### Task to complete
Below are records; write all of them out exactly.
++++ The data
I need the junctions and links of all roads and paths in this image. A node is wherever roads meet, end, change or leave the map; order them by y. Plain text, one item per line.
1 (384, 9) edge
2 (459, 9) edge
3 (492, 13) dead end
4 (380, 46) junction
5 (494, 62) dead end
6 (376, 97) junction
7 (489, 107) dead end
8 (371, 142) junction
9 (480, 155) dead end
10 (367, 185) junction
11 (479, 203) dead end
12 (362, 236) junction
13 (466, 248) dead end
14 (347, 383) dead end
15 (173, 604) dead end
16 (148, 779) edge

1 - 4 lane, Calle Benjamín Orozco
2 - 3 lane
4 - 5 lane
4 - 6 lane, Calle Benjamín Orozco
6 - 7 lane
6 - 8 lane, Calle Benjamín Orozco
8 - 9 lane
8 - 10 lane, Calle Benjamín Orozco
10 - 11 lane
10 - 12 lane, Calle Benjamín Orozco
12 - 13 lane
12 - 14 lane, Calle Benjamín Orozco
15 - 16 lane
++++++++
### Answer to the exercise
I need the junctions and links of all roads and paths in this image. A node is wherever roads meet, end, change or leave the map; order them by y. Plain text, one item per line.
1 (384, 9) edge
2 (459, 9) edge
3 (492, 13) dead end
4 (380, 46) junction
5 (494, 62) dead end
6 (376, 97) junction
7 (489, 107) dead end
8 (371, 142) junction
9 (480, 155) dead end
10 (367, 185) junction
11 (479, 203) dead end
12 (362, 236) junction
13 (466, 248) dead end
14 (347, 383) dead end
15 (173, 604) dead end
16 (148, 779) edge

1 - 4 lane, Calle Benjamín Orozco
2 - 3 lane
4 - 5 lane
4 - 6 lane, Calle Benjamín Orozco
6 - 7 lane
6 - 8 lane, Calle Benjamín Orozco
8 - 9 lane
8 - 10 lane, Calle Benjamín Orozco
10 - 11 lane
10 - 12 lane, Calle Benjamín Orozco
12 - 13 lane
12 - 14 lane, Calle Benjamín Orozco
15 - 16 lane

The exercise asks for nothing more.